2014(平成26)年、懇談会の提言を受けた第2次安倍内閣は、憲法解釈を変更することで集団的自衛権の行使容認を閣議決定しました。「行使する以外に適当な手段がない」など、3つの要件を満たした場合に限り、集団的自衛権を行使できるとしたのです。2015(平成27)年に安全保障関連法が成立し、集団的自衛権の行使が可能になりました。
きっかけはイラン・イラク戦争
第2次安倍内閣が集団的自衛権容認を閣議決定した直後、岡崎久彦はインタビューに答えています。1980(昭和55)年当時、岡崎は防衛庁に出向して国際関係を担当していました。その時、イラン・イラク戦争に臨むアメリカ軍と仕事していましたが、肩身が狭かった様子がインタビューからうかがえます。日本が憲法上、戦争に加勢できなかったからです。

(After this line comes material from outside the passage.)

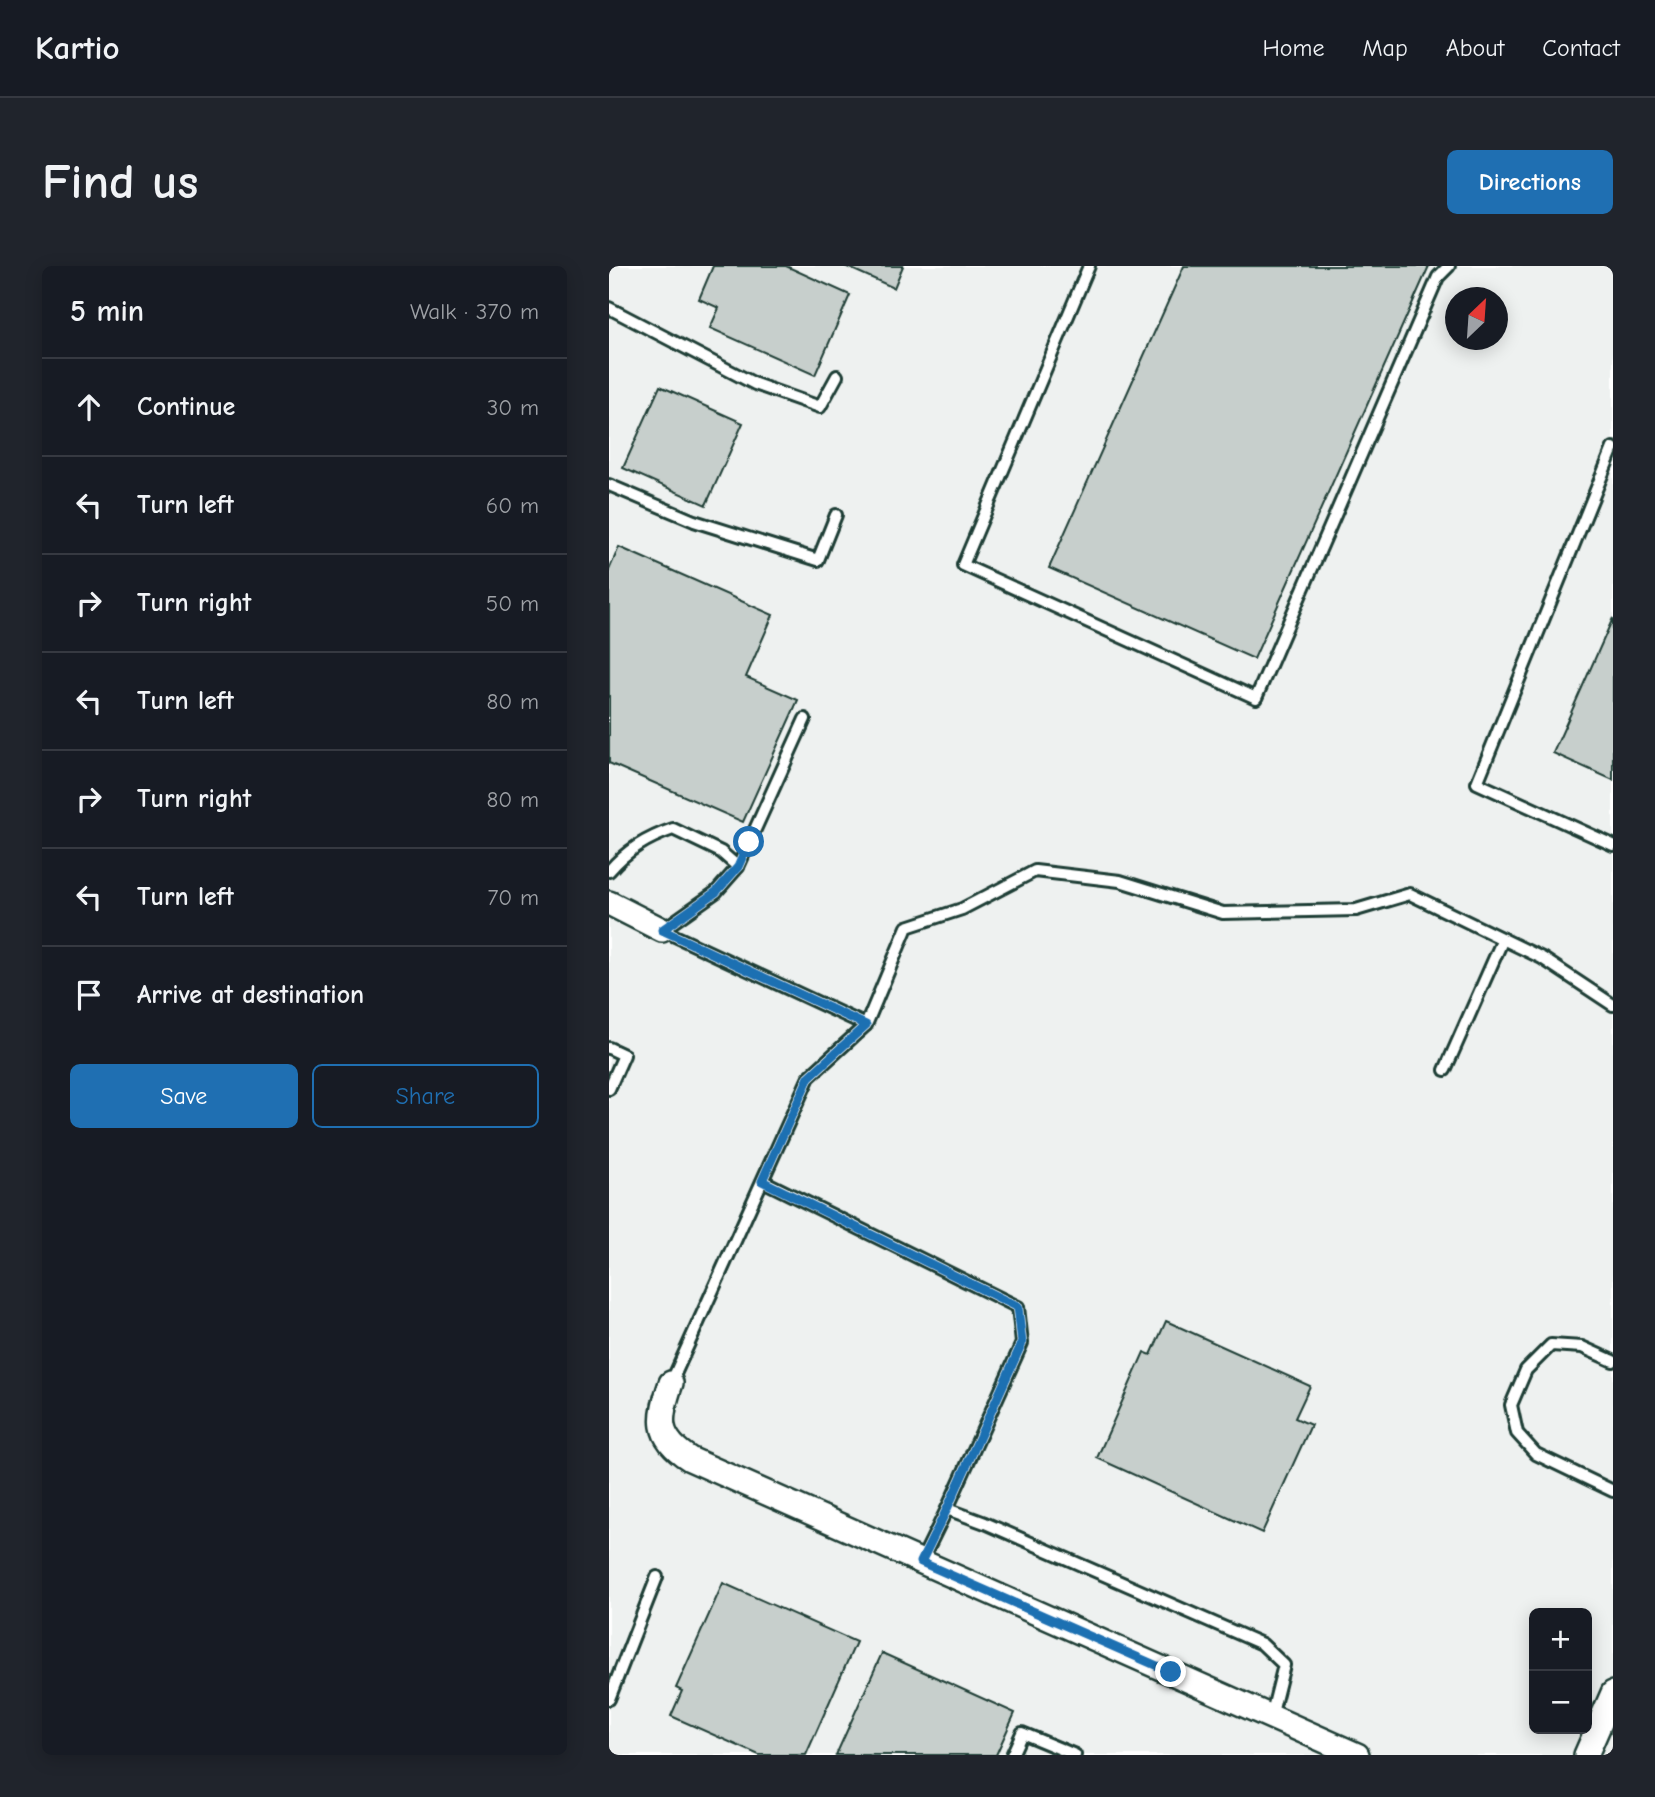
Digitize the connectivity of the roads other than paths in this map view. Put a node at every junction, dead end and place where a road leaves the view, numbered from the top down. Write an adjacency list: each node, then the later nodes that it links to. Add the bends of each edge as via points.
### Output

攻撃に加わるのはともかく、日本はパトロールにも参加できませんでした。そのことを歯痒く思った岡崎が、集団的自衛権を安倍内閣に提言したであろうことは、想像に難くありません。もちろん、岡崎1人の力で閣議決定させたわけではありませんが、少なからず閣議決定に影響を与えたでしょう。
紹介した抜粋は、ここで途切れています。